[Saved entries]

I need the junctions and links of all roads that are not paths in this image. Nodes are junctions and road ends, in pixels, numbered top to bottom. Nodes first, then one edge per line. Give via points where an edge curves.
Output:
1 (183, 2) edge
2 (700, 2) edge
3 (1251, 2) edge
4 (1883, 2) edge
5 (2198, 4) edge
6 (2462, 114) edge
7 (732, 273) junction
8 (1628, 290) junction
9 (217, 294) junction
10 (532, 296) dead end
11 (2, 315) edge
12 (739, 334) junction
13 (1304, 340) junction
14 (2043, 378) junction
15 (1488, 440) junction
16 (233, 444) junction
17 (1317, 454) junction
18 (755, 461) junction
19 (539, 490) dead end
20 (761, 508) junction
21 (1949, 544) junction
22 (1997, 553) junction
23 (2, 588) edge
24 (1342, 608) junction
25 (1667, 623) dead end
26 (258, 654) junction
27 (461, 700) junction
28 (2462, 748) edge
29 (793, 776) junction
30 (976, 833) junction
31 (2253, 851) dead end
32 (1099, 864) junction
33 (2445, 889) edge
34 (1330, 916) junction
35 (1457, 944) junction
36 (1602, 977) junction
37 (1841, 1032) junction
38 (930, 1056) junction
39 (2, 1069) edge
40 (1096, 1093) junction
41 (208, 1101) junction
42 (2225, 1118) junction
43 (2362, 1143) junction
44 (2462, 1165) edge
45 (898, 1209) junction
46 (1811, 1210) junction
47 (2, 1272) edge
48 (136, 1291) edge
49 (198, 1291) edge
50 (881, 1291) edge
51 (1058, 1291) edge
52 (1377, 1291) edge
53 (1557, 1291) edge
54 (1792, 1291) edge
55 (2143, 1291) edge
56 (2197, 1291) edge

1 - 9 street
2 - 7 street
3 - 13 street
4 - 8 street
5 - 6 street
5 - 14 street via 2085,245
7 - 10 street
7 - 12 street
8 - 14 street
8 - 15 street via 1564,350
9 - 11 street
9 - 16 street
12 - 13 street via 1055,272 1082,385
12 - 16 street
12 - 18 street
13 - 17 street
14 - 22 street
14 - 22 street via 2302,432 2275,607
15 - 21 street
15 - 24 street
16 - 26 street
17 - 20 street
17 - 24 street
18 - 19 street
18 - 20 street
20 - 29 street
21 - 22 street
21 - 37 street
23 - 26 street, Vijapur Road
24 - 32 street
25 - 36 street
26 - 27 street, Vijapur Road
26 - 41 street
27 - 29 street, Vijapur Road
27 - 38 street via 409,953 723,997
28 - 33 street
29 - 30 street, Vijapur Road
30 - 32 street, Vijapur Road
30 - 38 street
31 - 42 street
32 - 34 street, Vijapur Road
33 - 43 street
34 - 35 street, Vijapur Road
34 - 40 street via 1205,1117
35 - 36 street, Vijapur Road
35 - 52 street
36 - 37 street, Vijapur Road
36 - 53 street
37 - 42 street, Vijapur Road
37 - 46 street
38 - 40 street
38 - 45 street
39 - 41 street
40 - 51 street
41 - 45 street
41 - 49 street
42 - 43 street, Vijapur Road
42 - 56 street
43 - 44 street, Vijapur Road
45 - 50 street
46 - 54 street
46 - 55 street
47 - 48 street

> [Work to complete] Every record must be returned exactly.

> [Reply]
I need the junctions and links of all roads that are not paths in this image. Nodes are junctions and road ends, in pixels, numbered top to bottom. Nodes first, then one edge per line. Give via points where an edge curves.
Output:
1 (183, 2) edge
2 (700, 2) edge
3 (1251, 2) edge
4 (1883, 2) edge
5 (2198, 4) edge
6 (2462, 114) edge
7 (732, 273) junction
8 (1628, 290) junction
9 (217, 294) junction
10 (532, 296) dead end
11 (2, 315) edge
12 (739, 334) junction
13 (1304, 340) junction
14 (2043, 378) junction
15 (1488, 440) junction
16 (233, 444) junction
17 (1317, 454) junction
18 (755, 461) junction
19 (539, 490) dead end
20 (761, 508) junction
21 (1949, 544) junction
22 (1997, 553) junction
23 (2, 588) edge
24 (1342, 608) junction
25 (1667, 623) dead end
26 (258, 654) junction
27 (461, 700) junction
28 (2462, 748) edge
29 (793, 776) junction
30 (976, 833) junction
31 (2253, 851) dead end
32 (1099, 864) junction
33 (2445, 889) edge
34 (1330, 916) junction
35 (1457, 944) junction
36 (1602, 977) junction
37 (1841, 1032) junction
38 (930, 1056) junction
39 (2, 1069) edge
40 (1096, 1093) junction
41 (208, 1101) junction
42 (2225, 1118) junction
43 (2362, 1143) junction
44 (2462, 1165) edge
45 (898, 1209) junction
46 (1811, 1210) junction
47 (2, 1272) edge
48 (136, 1291) edge
49 (198, 1291) edge
50 (881, 1291) edge
51 (1058, 1291) edge
52 (1377, 1291) edge
53 (1557, 1291) edge
54 (1792, 1291) edge
55 (2143, 1291) edge
56 (2197, 1291) edge

1 - 9 street
2 - 7 street
3 - 13 street
4 - 8 street
5 - 6 street
5 - 14 street via 2085,245
7 - 10 street
7 - 12 street
8 - 14 street
8 - 15 street via 1564,350
9 - 11 street
9 - 16 street
12 - 13 street via 1055,272 1082,385
12 - 16 street
12 - 18 street
13 - 17 street
14 - 22 street
14 - 22 street via 2302,432 2275,607
15 - 21 street
15 - 24 street
16 - 26 street
17 - 20 street
17 - 24 street
18 - 19 street
18 - 20 street
20 - 29 street
21 - 22 street
21 - 37 street
23 - 26 street, Vijapur Road
24 - 32 street
25 - 36 street
26 - 27 street, Vijapur Road
26 - 41 street
27 - 29 street, Vijapur Road
27 - 38 street via 409,953 723,997
28 - 33 street
29 - 30 street, Vijapur Road
30 - 32 street, Vijapur Road
30 - 38 street
31 - 42 street
32 - 34 street, Vijapur Road
33 - 43 street
34 - 35 street, Vijapur Road
34 - 40 street via 1205,1117
35 - 36 street, Vijapur Road
35 - 52 street
36 - 37 street, Vijapur Road
36 - 53 street
37 - 42 street, Vijapur Road
37 - 46 street
38 - 40 street
38 - 45 street
39 - 41 street
40 - 51 street
41 - 45 street
41 - 49 street
42 - 43 street, Vijapur Road
42 - 56 street
43 - 44 street, Vijapur Road
45 - 50 street
46 - 54 street
46 - 55 street
47 - 48 street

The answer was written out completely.